UK (Commonwealth Union) – Scientists from the University College London (UCL) have developed ultra-thin ribbons composed of a single atom layer, crafted from a combination of phosphorus and arsenic. These ribbons hold the potential to significantly enhance the efficiency of various devices, including batteries, supercapacitors, and solar cells.
In 2019, the research team initially stumbled upon phosphorus nanoribbons, a remarkable material with the potential to revolutionize a wide range of devices, from batteries to biomedical sensors. Since then, these nanoribbons have been employed to extend the lifespan of lithium-ion batteries and enhance the efficiency of solar cells.
Nevertheless, materials consisting solely of phosphorus exhibit limited electrical conductivity, posing a challenge for certain applications.
In their latest study, documented in the Journal of the American Chemical Society, the researchers engineered nanoribbons composed of phosphorus and minute quantities of arsenic. Remarkably, these nanoribbons exhibited the ability to conduct electricity even at temperatures below -140 degrees Celsius, all while retaining the highly advantageous properties of the pure phosphorus ribbons.
Dr. Adam Clancy, the senior author from UCL Chemistry, indicated that early experimental work has already demonstrated the extraordinary potential of phosphorus nanoribbons, first introduced by our UCL team in 2019. For instance, in 2021, it was revealed that incorporating these nanoribbons as a layer in perovskite solar cells enabled these cells to capture more energy from the Sun.
He said, “Our latest work in alloying phosphorus nanoribbons with arsenic opens up further possibilities – in particular, improving energy storage of batteries and supercapacitors, and enhancing near-infrared detectors used in medicine. The arsenic-phosphorus ribbons have also turned out to be magnetic which we believe comes from atoms along the edge, which makes them potentially of interest for quantum computers too. More widely, the study shows that alloying is a powerful tool for controlling the properties and thus applications and potential of this growing nanomaterial family.”

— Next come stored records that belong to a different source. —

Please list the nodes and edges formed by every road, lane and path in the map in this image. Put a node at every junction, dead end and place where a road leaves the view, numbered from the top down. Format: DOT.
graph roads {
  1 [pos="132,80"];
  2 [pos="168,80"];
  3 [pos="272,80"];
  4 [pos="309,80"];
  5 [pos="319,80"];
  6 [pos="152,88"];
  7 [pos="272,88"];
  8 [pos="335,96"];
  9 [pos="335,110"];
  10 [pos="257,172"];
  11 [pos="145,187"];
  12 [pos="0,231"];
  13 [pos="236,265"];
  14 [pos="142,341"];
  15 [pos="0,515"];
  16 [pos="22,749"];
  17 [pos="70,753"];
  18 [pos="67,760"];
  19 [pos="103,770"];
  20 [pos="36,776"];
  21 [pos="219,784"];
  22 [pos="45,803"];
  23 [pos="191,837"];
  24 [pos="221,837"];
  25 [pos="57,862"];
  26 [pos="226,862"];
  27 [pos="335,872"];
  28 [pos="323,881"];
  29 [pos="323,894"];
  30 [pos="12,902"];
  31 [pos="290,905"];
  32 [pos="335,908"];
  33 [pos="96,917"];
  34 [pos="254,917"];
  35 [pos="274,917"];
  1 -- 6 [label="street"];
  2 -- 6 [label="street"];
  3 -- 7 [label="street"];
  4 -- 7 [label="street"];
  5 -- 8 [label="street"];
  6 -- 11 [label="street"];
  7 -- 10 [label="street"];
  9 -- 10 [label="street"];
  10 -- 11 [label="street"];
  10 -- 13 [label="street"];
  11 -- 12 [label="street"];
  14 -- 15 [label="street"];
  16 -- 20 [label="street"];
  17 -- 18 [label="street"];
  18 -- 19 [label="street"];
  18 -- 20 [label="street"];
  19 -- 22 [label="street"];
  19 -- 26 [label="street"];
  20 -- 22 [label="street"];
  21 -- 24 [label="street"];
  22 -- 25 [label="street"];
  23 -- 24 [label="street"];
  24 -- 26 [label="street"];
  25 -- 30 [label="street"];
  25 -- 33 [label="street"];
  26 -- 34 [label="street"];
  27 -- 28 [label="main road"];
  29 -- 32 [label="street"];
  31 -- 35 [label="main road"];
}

The researchers say same technique could be used to make alloys combining phosphorus with other elements such as selenium or germanium.
To be employed as an anode material in lithium-ion or sodium-ion batteries, phosphorus nanoribbons currently necessitate blending with a conductive substance such as carbon. However, the incorporation of arsenic eliminates the need for carbon filler, thereby augmenting the battery’s energy storage capacity and its charging and discharging speed.
In the realm of solar cells, arsenic-phosphorus nanoribbons can further enhance charge flow within the devices, leading to heightened cell efficiency.
The arsenic-phosphorus ribbons, fashioned by the research team, typically comprised a few layers in height, spanning several micrometers in length, and measuring tens of nanometers in width. These ribbons were synthesized by mixing crystals derived from phosphorus and arsenic sheets with lithium dissolved in liquid ammonia at a chilling temperature of -50 degrees Celsius. After 24 hours, the ammonia was removed and substituted with an organic solvent. Due to the sheets’ atomic structure, lithium ions could only move in one direction, inducing cracking that gave rise to the formation of these ribbons.
A notable characteristic of these nanoribbons is their exceedingly high “hole mobility.” Holes act as counterparts to electrons in electrical transport, and augmenting their mobility, which denotes the speed at which they traverse the material, facilitates more efficient electrical current flow.
These nanoribbons can be produced at scale in a liquid medium, which can subsequently be used for cost-effective large-scale applications in various fields.
The discovery of phosphorus nanoribbons at UCL was the result of collaborative efforts led by Professor Chris Howard from UCL’s Department of Physics & Astronomy. Since the isolation of two-dimensional phosphorene sheets in 2014, over 100 theoretical studies had anticipated the emergence of novel and promising properties through the creation of narrow ribbons from this material.